__SOURCE RECORDS__:
────

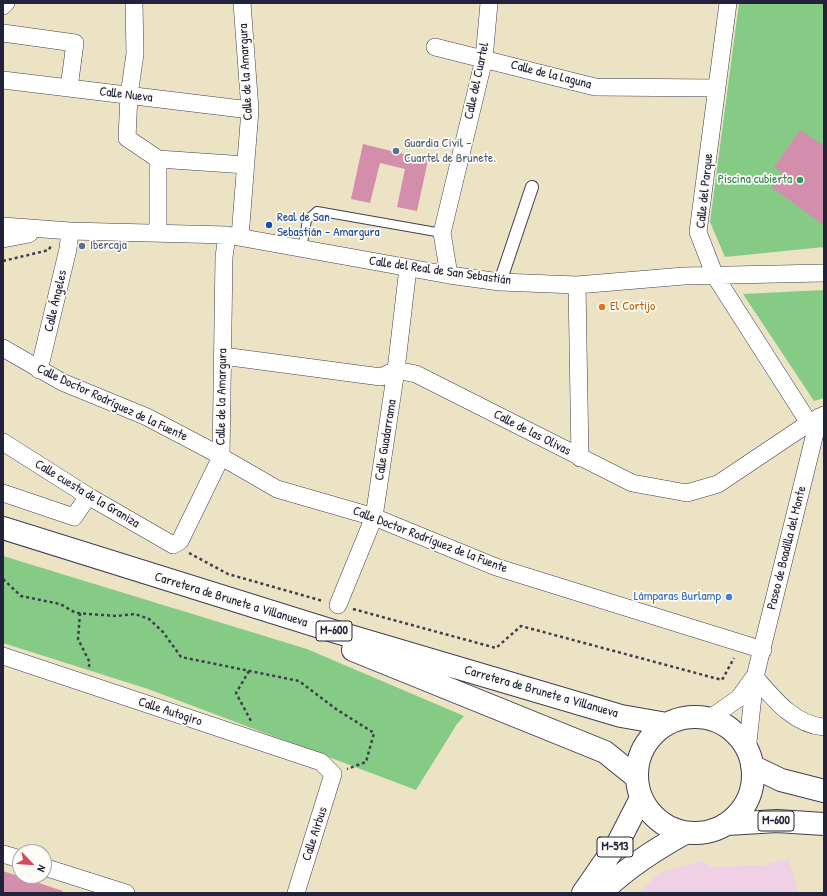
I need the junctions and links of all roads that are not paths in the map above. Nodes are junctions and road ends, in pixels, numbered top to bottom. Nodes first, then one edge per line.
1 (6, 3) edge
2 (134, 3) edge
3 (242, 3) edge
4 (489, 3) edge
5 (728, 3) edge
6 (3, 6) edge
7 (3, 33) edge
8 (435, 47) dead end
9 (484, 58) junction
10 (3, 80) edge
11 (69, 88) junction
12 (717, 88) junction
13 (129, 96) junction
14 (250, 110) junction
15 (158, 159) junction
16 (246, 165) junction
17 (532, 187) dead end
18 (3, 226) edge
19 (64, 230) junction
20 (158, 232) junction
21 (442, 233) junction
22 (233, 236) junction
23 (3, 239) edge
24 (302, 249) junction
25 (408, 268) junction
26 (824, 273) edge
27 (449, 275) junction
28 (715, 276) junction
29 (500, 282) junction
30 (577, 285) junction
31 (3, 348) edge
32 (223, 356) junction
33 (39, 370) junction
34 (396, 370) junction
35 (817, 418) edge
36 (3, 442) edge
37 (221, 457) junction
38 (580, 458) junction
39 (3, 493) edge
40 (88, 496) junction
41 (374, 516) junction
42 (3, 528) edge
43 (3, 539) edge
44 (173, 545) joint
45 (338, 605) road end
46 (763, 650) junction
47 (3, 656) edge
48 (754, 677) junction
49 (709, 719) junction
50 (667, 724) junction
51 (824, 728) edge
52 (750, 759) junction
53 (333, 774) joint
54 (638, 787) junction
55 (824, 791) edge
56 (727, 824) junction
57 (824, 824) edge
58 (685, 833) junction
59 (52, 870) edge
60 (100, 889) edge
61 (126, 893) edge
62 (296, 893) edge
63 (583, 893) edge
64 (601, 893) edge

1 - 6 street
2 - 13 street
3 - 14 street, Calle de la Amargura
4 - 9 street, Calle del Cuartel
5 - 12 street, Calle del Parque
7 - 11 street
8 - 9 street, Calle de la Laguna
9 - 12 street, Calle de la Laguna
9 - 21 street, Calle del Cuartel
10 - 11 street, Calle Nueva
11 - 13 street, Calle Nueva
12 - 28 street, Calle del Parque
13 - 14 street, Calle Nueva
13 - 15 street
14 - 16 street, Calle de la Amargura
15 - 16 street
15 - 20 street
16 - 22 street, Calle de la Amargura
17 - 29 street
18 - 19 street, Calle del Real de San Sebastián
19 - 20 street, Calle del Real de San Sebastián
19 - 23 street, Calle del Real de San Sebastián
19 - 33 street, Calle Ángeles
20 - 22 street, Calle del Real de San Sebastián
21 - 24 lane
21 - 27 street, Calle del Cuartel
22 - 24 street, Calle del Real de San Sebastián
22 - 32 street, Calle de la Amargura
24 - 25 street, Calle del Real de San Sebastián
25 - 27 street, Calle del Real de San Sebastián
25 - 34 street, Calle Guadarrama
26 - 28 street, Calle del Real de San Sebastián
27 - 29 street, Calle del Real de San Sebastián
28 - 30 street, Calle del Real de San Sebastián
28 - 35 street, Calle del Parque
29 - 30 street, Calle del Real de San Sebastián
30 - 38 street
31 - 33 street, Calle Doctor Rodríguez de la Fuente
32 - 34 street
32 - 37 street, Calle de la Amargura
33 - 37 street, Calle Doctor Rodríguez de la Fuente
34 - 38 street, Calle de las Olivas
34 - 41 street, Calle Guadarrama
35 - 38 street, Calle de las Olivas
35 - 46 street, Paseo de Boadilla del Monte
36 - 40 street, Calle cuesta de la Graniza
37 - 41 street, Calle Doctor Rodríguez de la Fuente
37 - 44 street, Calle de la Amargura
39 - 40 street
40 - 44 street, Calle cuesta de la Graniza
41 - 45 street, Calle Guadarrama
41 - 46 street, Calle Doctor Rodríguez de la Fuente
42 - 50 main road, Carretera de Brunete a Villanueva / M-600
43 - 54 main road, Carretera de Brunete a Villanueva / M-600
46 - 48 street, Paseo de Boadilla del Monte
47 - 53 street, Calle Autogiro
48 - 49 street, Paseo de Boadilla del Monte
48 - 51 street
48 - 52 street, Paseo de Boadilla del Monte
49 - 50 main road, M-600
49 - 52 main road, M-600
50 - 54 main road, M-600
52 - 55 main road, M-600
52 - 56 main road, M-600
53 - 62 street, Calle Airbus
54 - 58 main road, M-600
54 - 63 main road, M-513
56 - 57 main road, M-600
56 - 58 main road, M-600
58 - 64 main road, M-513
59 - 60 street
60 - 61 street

────

__DIRECTIONS__: Go through the entries above and copy out every line that includes the word "Olivas".

__TASK OUTPUT__:
34 - 38 street, Calle de las Olivas
35 - 38 street, Calle de las Olivas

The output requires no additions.